Witnesses say the situation is dire in Myanmar’s volatile Rakhine state, where a half-million Rohingya Muslims have fled an army crackdown and communal violence.
Abdulla Mehman, who works for an aid agency in the Buthitaung Township, said more than 2,000 people in his village, Kwan Dine, had run out of food, with many others facing shortages.
"We are not allowed to move about freely, and people are struggling to survive," Mehman told Al Jazeera by telephone on Tuesday. "Some people are starving."
Muslim Rohingya families in at least four other villages in northern Rakhine - Kin Taung, Bura Shida Para, Kyar Gaung Taung, and Sein Daung - also reported urgent food shortages and accused soldiers and Buddhist neighbours of intimidation, looting, extortion and cattle theft.
"Please help us," a Rohingya woman from the village of Kin Taung, speaking on the condition of anonymity, begged in a telephone conversation with the Qatari news network.

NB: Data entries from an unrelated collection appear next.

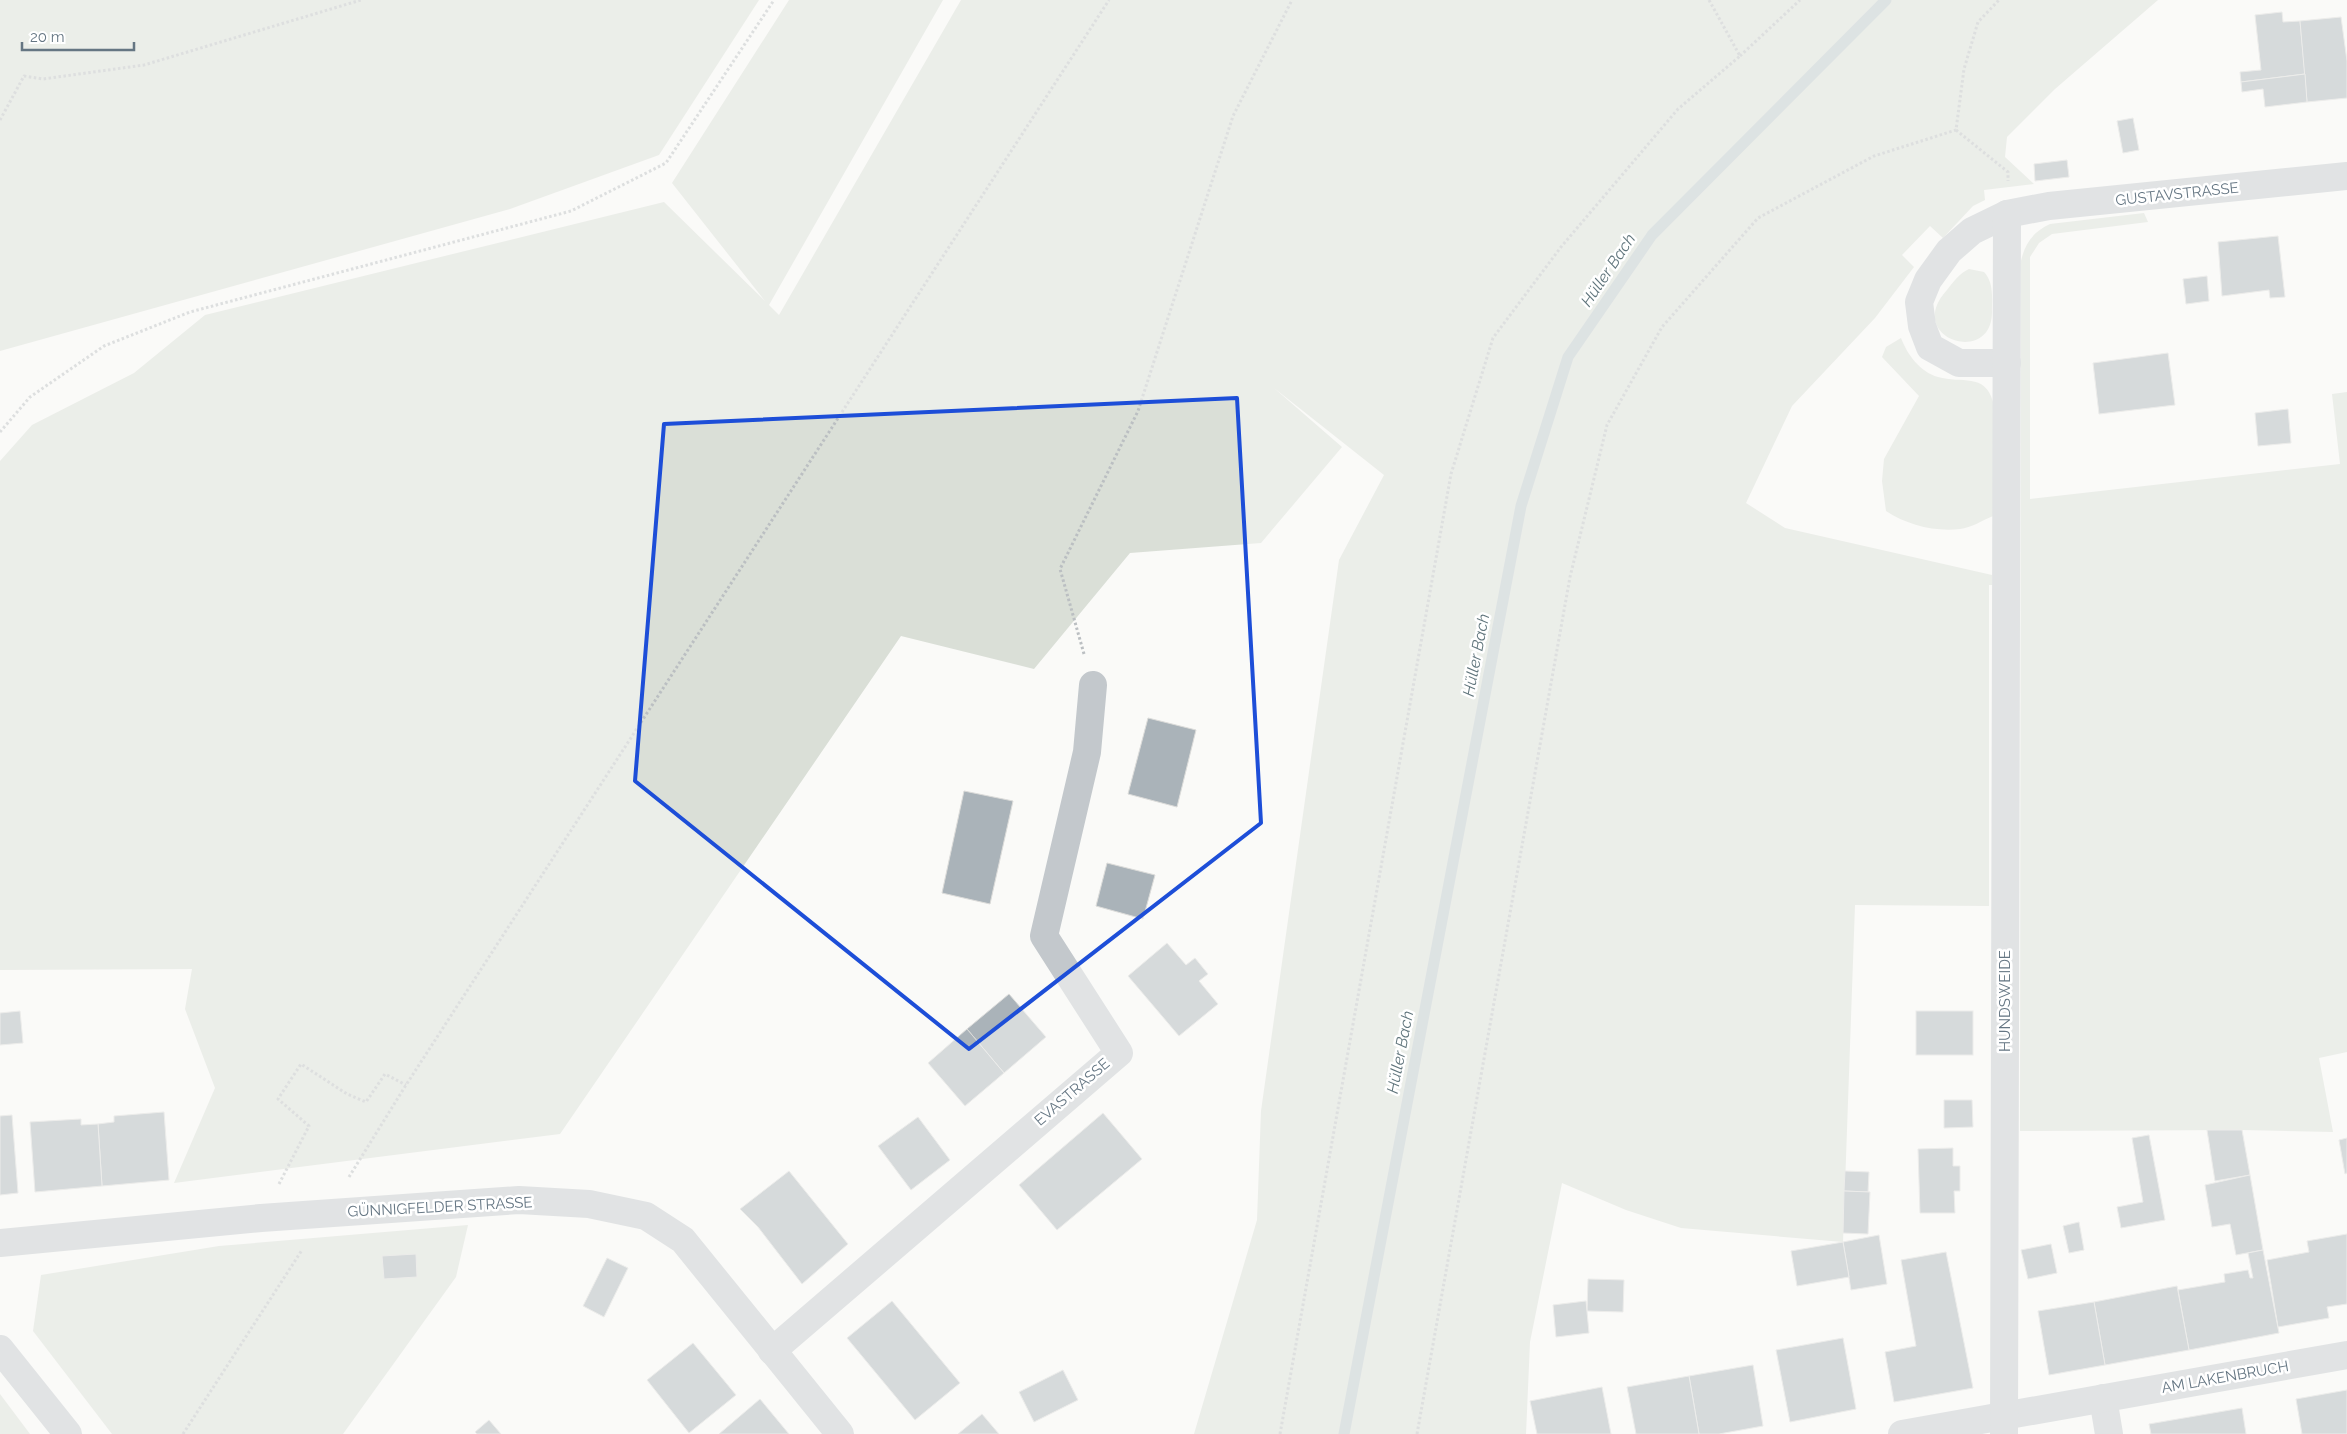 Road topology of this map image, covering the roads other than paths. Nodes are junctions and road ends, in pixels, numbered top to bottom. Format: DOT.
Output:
graph roads {
  1 [pos="2347,176"];
  2 [pos="2007,214"];
  3 [pos="2007,363"];
  4 [pos="1093,685"];
  5 [pos="0,1243"];
  6 [pos="0,1349"];
  7 [pos="772,1351"];
  8 [pos="2347,1355"];
  9 [pos="2103,1398"];
  10 [pos="2004,1425"];
  11 [pos="68,1434"];
  12 [pos="840,1434"];
  13 [pos="1902,1434"];
  14 [pos="2109,1434"];
  1 -- 2 [label="street, GUSTAVSTRASSE"];
  2 -- 3 [label="street"];
  2 -- 3 [label="street, GUSTAVSTRASSE"];
  3 -- 10 [label="street, HUNDSWEIDE"];
  4 -- 7 [label="street, EVASTRASSE"];
  5 -- 7 [label="street, GÜNNIGFELDER STRASSE"];
  6 -- 11 [label="street"];
  7 -- 12 [label="street, GÜNNIGFELDER STRASSE"];
  8 -- 9 [label="street, AM LAKENBRUCH"];
  9 -- 10 [label="street, AM LAKENBRUCH"];
  9 -- 14 [label="street"];
  10 -- 13 [label="street, AM LAKENBRUCH"];
}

"We are sick, but we cannot seek medical treatment. We cannot work and we cannot eat."
The UN secretary general, António Guterres, has demanded that Myanmar’s authorities immediately end military operations that have sent more than 500,000 Rohingya Muslims fleeing to Bangladesh, calling the crisis “the world’s fastest developing refugee emergency and a humanitarian and human rights nightmare”.
The current crisis erupted on 25 August, when Myanmar’s army backed by gangs of Buddhist extremists brutally attacked Muslims in Rakhine state on the pretext of responding to the killing of security forces. In the ensuing operation, over 6,000 Rohingya Muslims have been killed in what is clearly an organized campaign of ethnic cleansing and genocide.